The method of cell separation by FACS, apart from demonstrating the revitalization ability of dormancy state at cellular level, paves the way for further experimentation with no or very little interfering signals from other coexisting physiological types (P1) (Fig. 1a,b), which was previously hampering efforts in this area of study.

In this study, for the first time, we have shown that (1) formation (at 30 ppt salinity) and revitalization (8 ppt in PBS) of dormant cells are driven by the magnitude (3.75 times) of osmotic stress in three species of nonhalophilic bacteria, namely, Enterobacter sp., K. pneumonia, and E. coli; (2) the process of reversal of dormancy is demonstrated on sorted nongrowing cells in the absence of nutrients, source(s) that could potentially supply nutrients and/or external addition of resuscitation factor(s); (3) the phenomenon of formation and revitalization of dormant cells are nonspecies specific among the species we have tested; (4) the dormant cell population is “asynchronous” and “diversified” with varying levels of DNA; and (5) the transformation process of reversing the dormancy follows a sigmoid pattern akin to the “population asynchrony”.
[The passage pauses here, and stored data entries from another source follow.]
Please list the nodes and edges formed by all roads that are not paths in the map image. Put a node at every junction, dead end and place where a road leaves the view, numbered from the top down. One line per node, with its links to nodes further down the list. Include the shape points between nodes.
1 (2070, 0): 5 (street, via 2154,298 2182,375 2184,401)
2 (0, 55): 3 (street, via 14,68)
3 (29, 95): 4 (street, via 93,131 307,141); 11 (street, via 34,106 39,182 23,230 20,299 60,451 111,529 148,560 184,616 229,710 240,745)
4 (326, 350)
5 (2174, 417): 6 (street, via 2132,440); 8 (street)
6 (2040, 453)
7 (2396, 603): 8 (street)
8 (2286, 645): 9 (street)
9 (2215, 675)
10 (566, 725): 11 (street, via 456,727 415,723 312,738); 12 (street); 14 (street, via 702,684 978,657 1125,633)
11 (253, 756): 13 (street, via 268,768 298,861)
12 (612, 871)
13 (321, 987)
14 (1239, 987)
These observations lead us to conclude that the state of dormancy demonstrated in these nonspore-forming bacteria in response to osmotic stress is “reversible,” and the process is an orderly and spontaneous adaptation to circumvent environmental stress. In addition, the method of FACS paves the way for further experimentation with no or very little interfering signals from other coexisting physiological types, which was previously hampering efforts in this area of study.